Shape Bias and Robustness Evaluation via Cue Decomposition for Image Classification and Segmentation

Previous works studied how deep neural networks (DNNs) perceive image content in terms of their biases towards different image cues, such as texture and shape. Previous methods to measure shape and texture biases are typically style-transfer-based and limited to DNNs for image classification. In this work, we provide a new evaluation procedure consisting of 1) a cue-decomposition method that comprises two AI-free data pre-processing methods extracting shape and texture cues, respectively, and 2) a novel cue-decomposition shape bias evaluation metric that leverages the cue-decomposition data. For application purposes we introduce a corresponding cue-decomposition robustness metric that allows for the estimation of the robustness of a DNN w.r.t. image corruptions. In our numerical experiments, our findings for biases in image classification DNNs align with those of previous evaluation metrics. However, our cue-decomposition robustness metric shows superior results in terms of estimating the robustness of DNNs. Furthermore, our results for DNNs on the semantic segmentation datasets Cityscapes and ADE20k for the first time shed light into the biases of semantic segmentation DNNs.
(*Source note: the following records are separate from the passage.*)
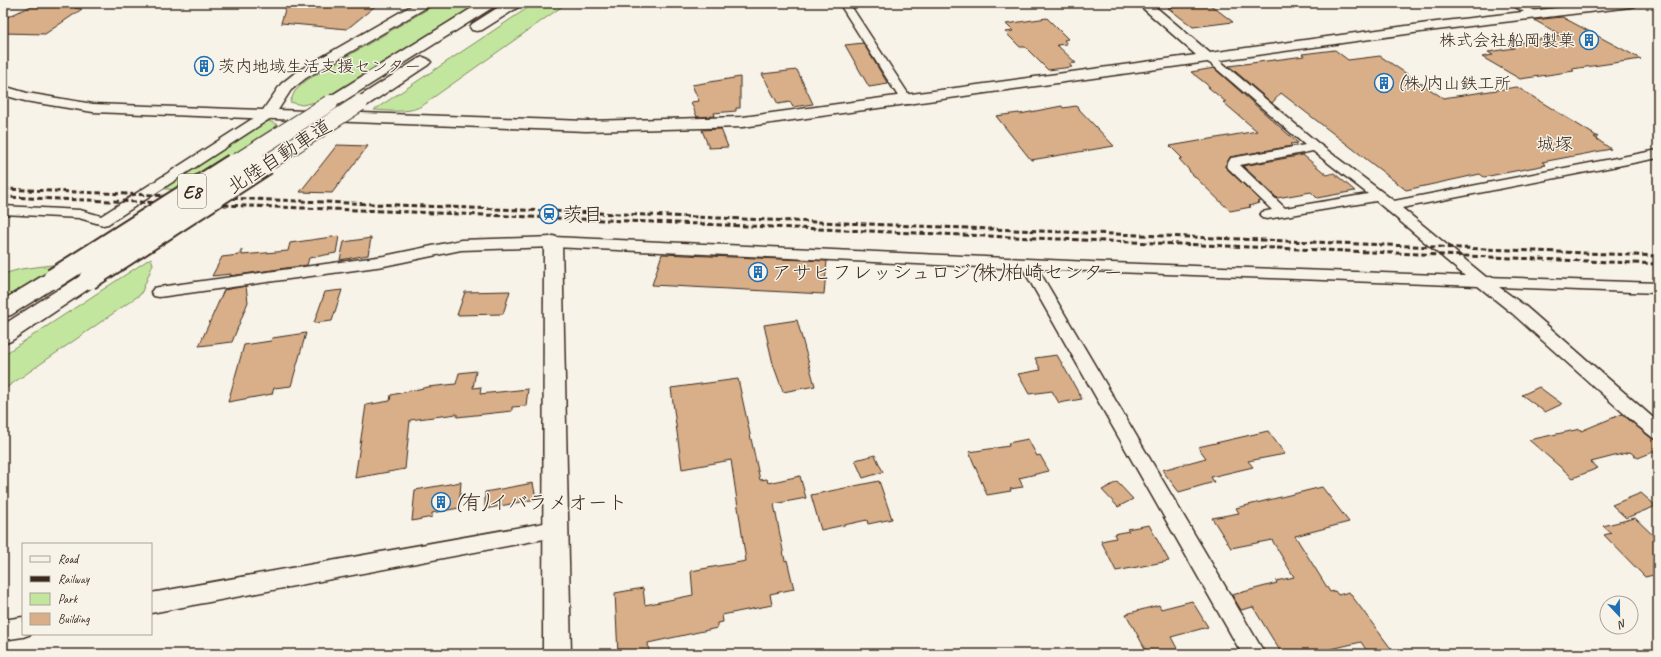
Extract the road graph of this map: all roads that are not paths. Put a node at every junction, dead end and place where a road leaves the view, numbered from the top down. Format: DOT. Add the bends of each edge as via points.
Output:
graph roads {
  1 [pos="426,3"];
  2 [pos="490,3"];
  3 [pos="515,3"];
  4 [pos="844,3"];
  5 [pos="1144,3"];
  6 [pos="1514,3"];
  7 [pos="1631,3"];
  8 [pos="1535,14"];
  9 [pos="457,41"];
  10 [pos="437,53"];
  11 [pos="1207,58"];
  12 [pos="3,90"];
  13 [pos="907,101"];
  14 [pos="267,115"];
  15 [pos="1315,147"];
  16 [pos="1658,154"];
  17 [pos="1379,196"];
  18 [pos="1391,206"];
  19 [pos="3,210"];
  20 [pos="1282,212"];
  21 [pos="1267,215"];
  22 [pos="553,242"];
  23 [pos="1028,265"];
  24 [pos="1483,281"];
  25 [pos="1658,288"];
  26 [pos="159,292"];
  27 [pos="3,310"];
  28 [pos="3,336"];
  29 [pos="1658,432"];
  30 [pos="554,529"];
  31 [pos="152,603"];
  32 [pos="22,627"];
  33 [pos="3,630"];
  34 [pos="557,654"];
  35 [pos="1254,654"];
  1 -- 14 [label="street" via="301,75 286,87"];
  2 -- 27 [label="highway, 北陸自動車道 / E8, bridge"];
  3 -- 9 [label="highway"];
  4 -- 13 [label="street"];
  5 -- 11 [label="street"];
  6 -- 8 [label="street"];
  7 -- 8 [label="street"];
  8 -- 11 [label="street"];
  10 -- 28 [label="highway, 北陸自動車道 / E8, bridge"];
  11 -- 13 [label="street"];
  11 -- 15 [label="street" via="1215,62"];
  12 -- 14 [label="street" via="25,97 93,108"];
  13 -- 14 [label="street" via="743,122 657,125 564,125"];
  14 -- 19 [label="street" via="104,221 80,214"];
  15 -- 17 [label="street"];
  15 -- 20 [label="street" via="1236,161 1233,166"];
  16 -- 18 [label="street"];
  17 -- 18 [label="street"];
  17 -- 20 [label="street"];
  18 -- 24 [label="street"];
  20 -- 21 [label="street"];
  22 -- 23 [label="street"];
  22 -- 26 [label="street" via="461,245 384,261"];
  22 -- 30 [label="street"];
  23 -- 24 [label="street"];
  23 -- 35 [label="street"];
  24 -- 25 [label="street"];
  24 -- 29 [label="street"];
  30 -- 31 [label="street"];
  30 -- 34 [label="street"];
  32 -- 33 [label="street"];
}
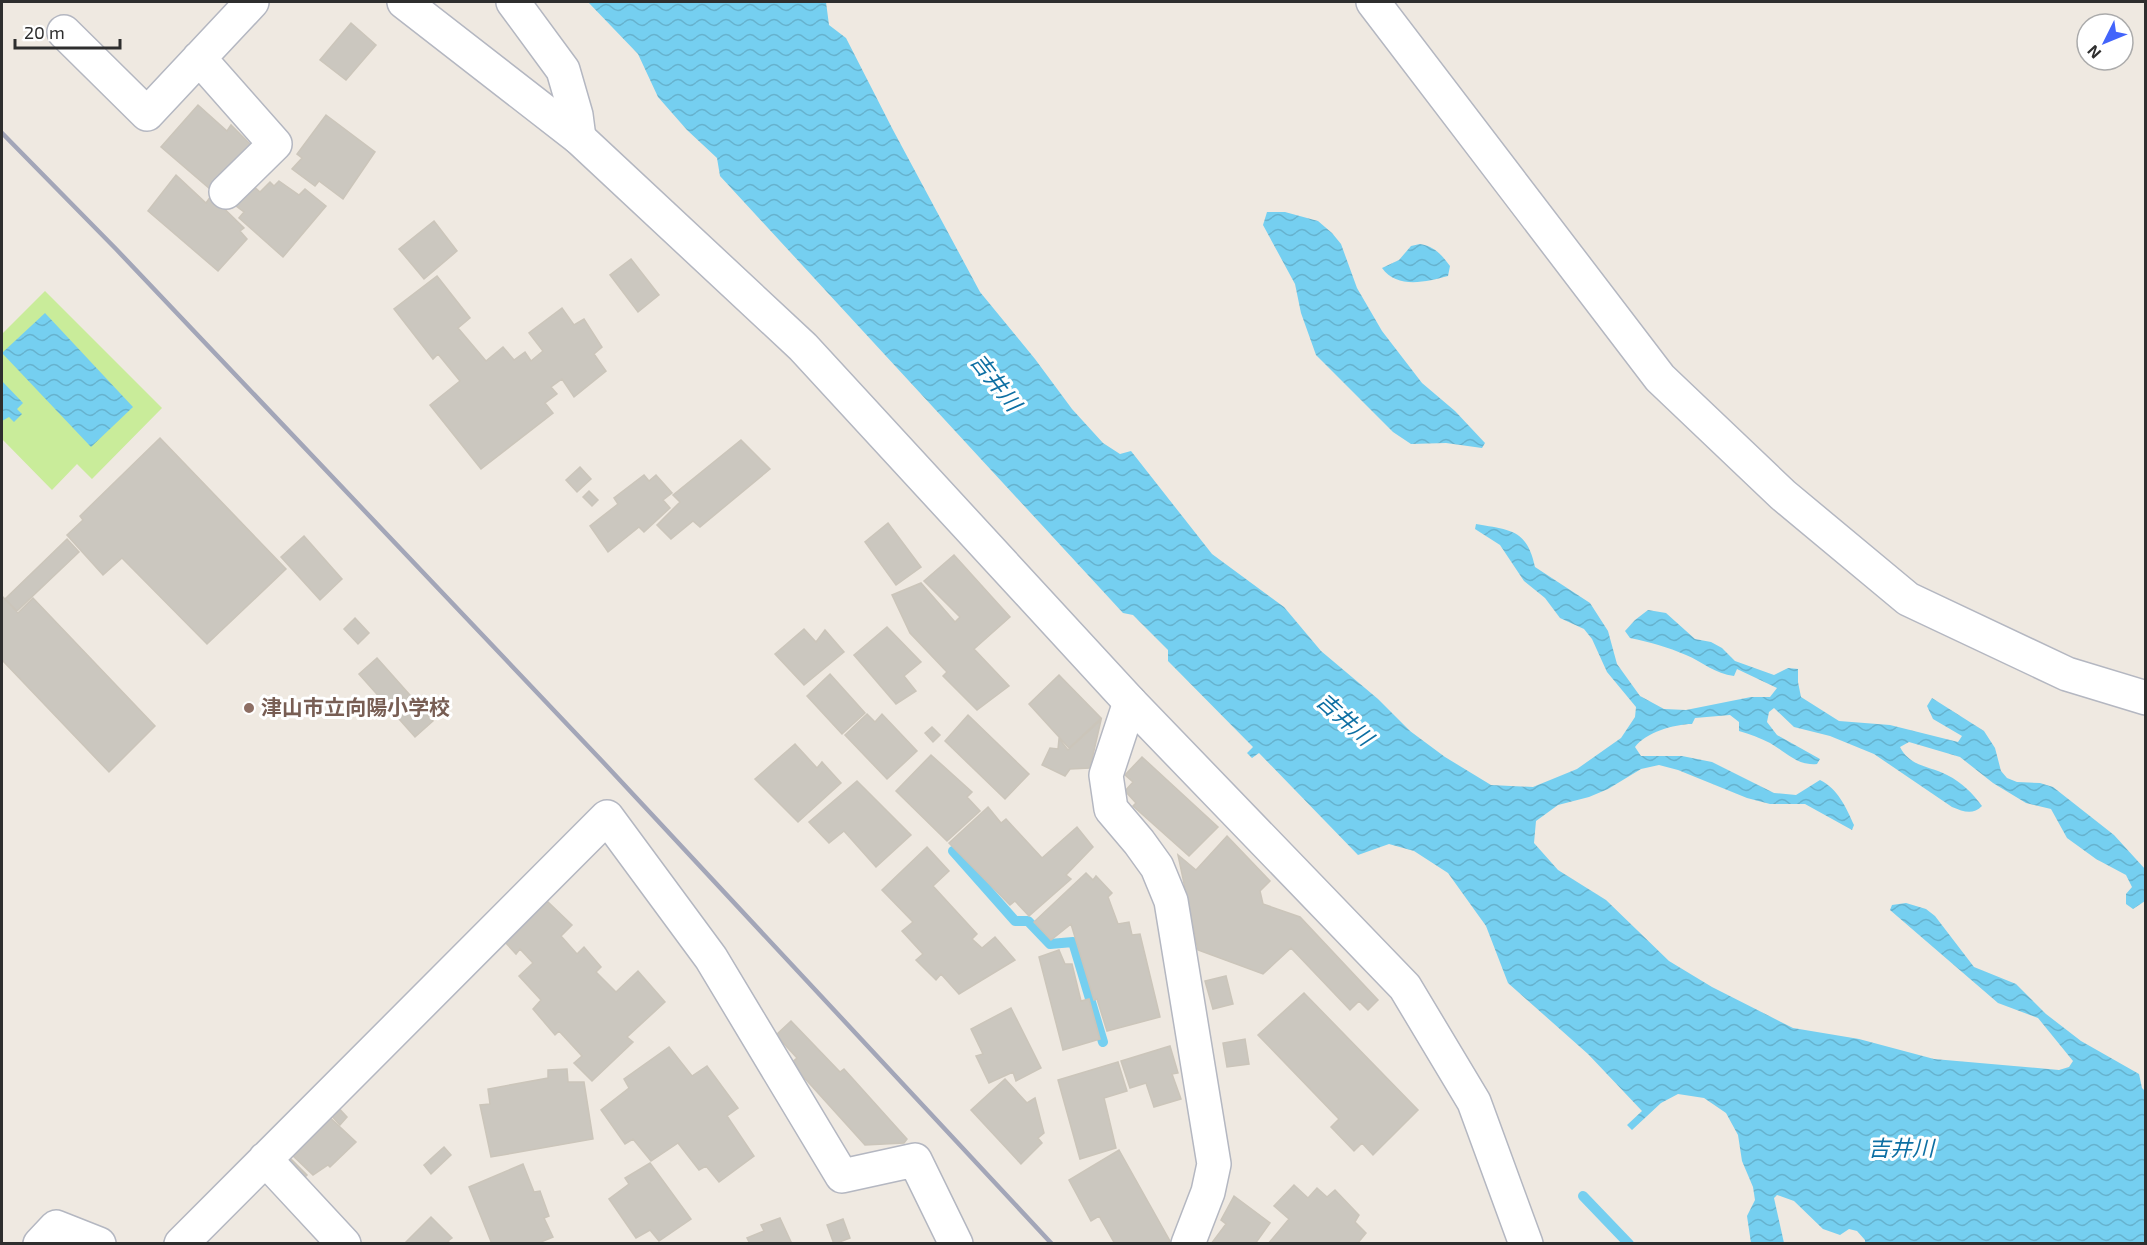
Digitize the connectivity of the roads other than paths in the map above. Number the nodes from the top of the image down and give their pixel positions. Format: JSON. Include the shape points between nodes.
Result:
{"nodes":[{"id":1,"x":252,"y":2,"type":"edge"},
{"id":2,"x":404,"y":2,"type":"edge"},
{"id":3,"x":513,"y":2,"type":"edge"},
{"id":4,"x":1373,"y":2,"type":"edge"},
{"id":5,"x":64,"y":32,"type":"dead end"},
{"id":6,"x":200,"y":58,"type":"junction"},
{"id":7,"x":579,"y":138,"type":"junction"},
{"id":8,"x":226,"y":192,"type":"dead end"},
{"id":9,"x":2145,"y":698,"type":"edge"},
{"id":10,"x":1130,"y":702,"type":"junction"},
{"id":11,"x":265,"y":1159,"type":"junction"},
{"id":12,"x":1528,"y":1238,"type":"edge"},
{"id":13,"x":40,"y":1244,"type":"edge"},
{"id":14,"x":99,"y":1244,"type":"edge"},
{"id":15,"x":181,"y":1244,"type":"edge"},
{"id":16,"x":344,"y":1244,"type":"edge"},
{"id":17,"x":956,"y":1244,"type":"edge"},
{"id":18,"x":1188,"y":1244,"type":"edge"}],
"edges":[{"from":1,"to":6,"type":"street"},
{"from":2,"to":7,"type":"street"},
{"from":3,"to":7,"type":"street","via":[[563,70]]},
{"from":4,"to":9,"type":"street","via":[[1660,378],[1783,495],[1908,599],[2067,674]]},
{"from":5,"to":6,"type":"street","via":[[147,114]]},
{"from":6,"to":8,"type":"street","via":[[275,144]]},
{"from":7,"to":10,"type":"street","via":[[803,347]]},
{"from":10,"to":12,"type":"street","via":[[1405,987],[1474,1102]]},
{"from":10,"to":18,"type":"street","via":[[1106,775],[1111,809],[1157,867],[1171,901],[1214,1164]]},
{"from":11,"to":15,"type":"street"},
{"from":11,"to":16,"type":"street"},
{"from":11,"to":17,"type":"street","via":[[607,817],[711,958],[842,1176],[915,1160]]},
{"from":13,"to":14,"type":"street","via":[[56,1227]]}]}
On the Influence of Shape, Texture and Color for Learning Semantic Segmentation

In recent years, a body of works has emerged, studying shape and texture biases of off-the-shelf pre-trained deep neural networks (DNN) for image classification. These works study how much a trained DNN relies on image cues, predominantly shape and texture. In this work, we switch the perspective, posing the following questions: What can a DNN learn from each of the image cues, i.e., shape, texture and color, respectively? How much does each cue influence the learning success? And what are the synergy effects between different cues? Studying these questions sheds light upon cue influences on learning and thus the learning capabilities of DNNs. We study these questions on semantic segmentation which allows us to address our questions on pixel level. To conduct this study, we develop a generic procedure to decompose a given dataset into multiple ones, each of them only containing either a single cue or a chosen mixture. This framework is then applied to two real-world datasets, Cityscapes and PASCAL Context, and a synthetic data set based on the CARLA simulator. We learn the given semantic segmentation task from these cue datasets, creating cue experts. Early fusion of cues is performed by constructing appropriate datasets. This is complemented by a late fusion of experts which allows us to study cue influence location-dependent on pixel level. Our study on three datasets reveals that neither texture nor shape clearly dominate the learning success, however a combination of shape and color but without texture achieves surprisingly strong results. Our findings hold for convolutional and transformer backbones. In particular, qualitatively there is almost no difference in how both of the architecture types extract information from the different cues.

Uncertainty and Prediction Quality Estimation for Semantic Segmentation via Graph Neural Networks

When employing deep neural networks (DNNs) for semantic segmentation in safety-critical applications like automotive perception or medical imaging, it is important to estimate their performance at runtime, e.g. via uncertainty estimates or prediction quality estimates. Previous works mostly performed uncertainty estimation on pixel-level. In a line of research, a connected-component-wise (segment-wise) perspective was taken, approaching uncertainty estimation on an object-level by performing so-called meta classification and regression to estimate uncertainty and prediction quality, respectively. In those works, each predicted segment is considered individually to estimate its uncertainty or prediction quality. However, the neighboring segments may provide additional hints on whether a given predicted segment is of high quality, which we study in the present work. On the basis of uncertainty indicating metrics on segment-level, we use graph neural networks (GNNs) to model the relationship of a given segment's quality as a function of the given segment's metrics as well as those of its neighboring segments. We compare different GNN architectures and achieve a notable performance improvement.

Reducing Texture Bias of Deep Neural Networks via Edge Enhancing Diffusion

Convolutional neural networks (CNNs) for image processing tend to focus on localized texture patterns, commonly referred to as texture bias. While most of the previous works in the literature focus on the task of image classification, we go beyond this and study the texture bias of CNNs in semantic segmentation. In this work, we propose to train CNNs on pre-processed images with less texture to reduce the texture bias. Therein, the challenge is to suppress image texture while preserving shape information. To this end, we utilize edge enhancing diffusion (EED), an anisotropic image diffusion method initially introduced for image compression, to create texture reduced duplicates of existing datasets. Extensive numerical studies are performed with both CNNs and vision transformer models trained on original data and EED-processed data from the Cityscapes dataset and the CARLA driving simulator. We observe strong texture-dependence of CNNs and moderate texture-dependence of transformers. Training CNNs on EED-processed images enables the models to become completely ignorant with respect to texture, demonstrating resilience with respect to texture re-introduction to any degree. Additionally we analyze the performance reduction in depth on a level of connected components in the semantic segmentation and study the influence of EED pre-processing on domain generalization as well as adversarial robustness.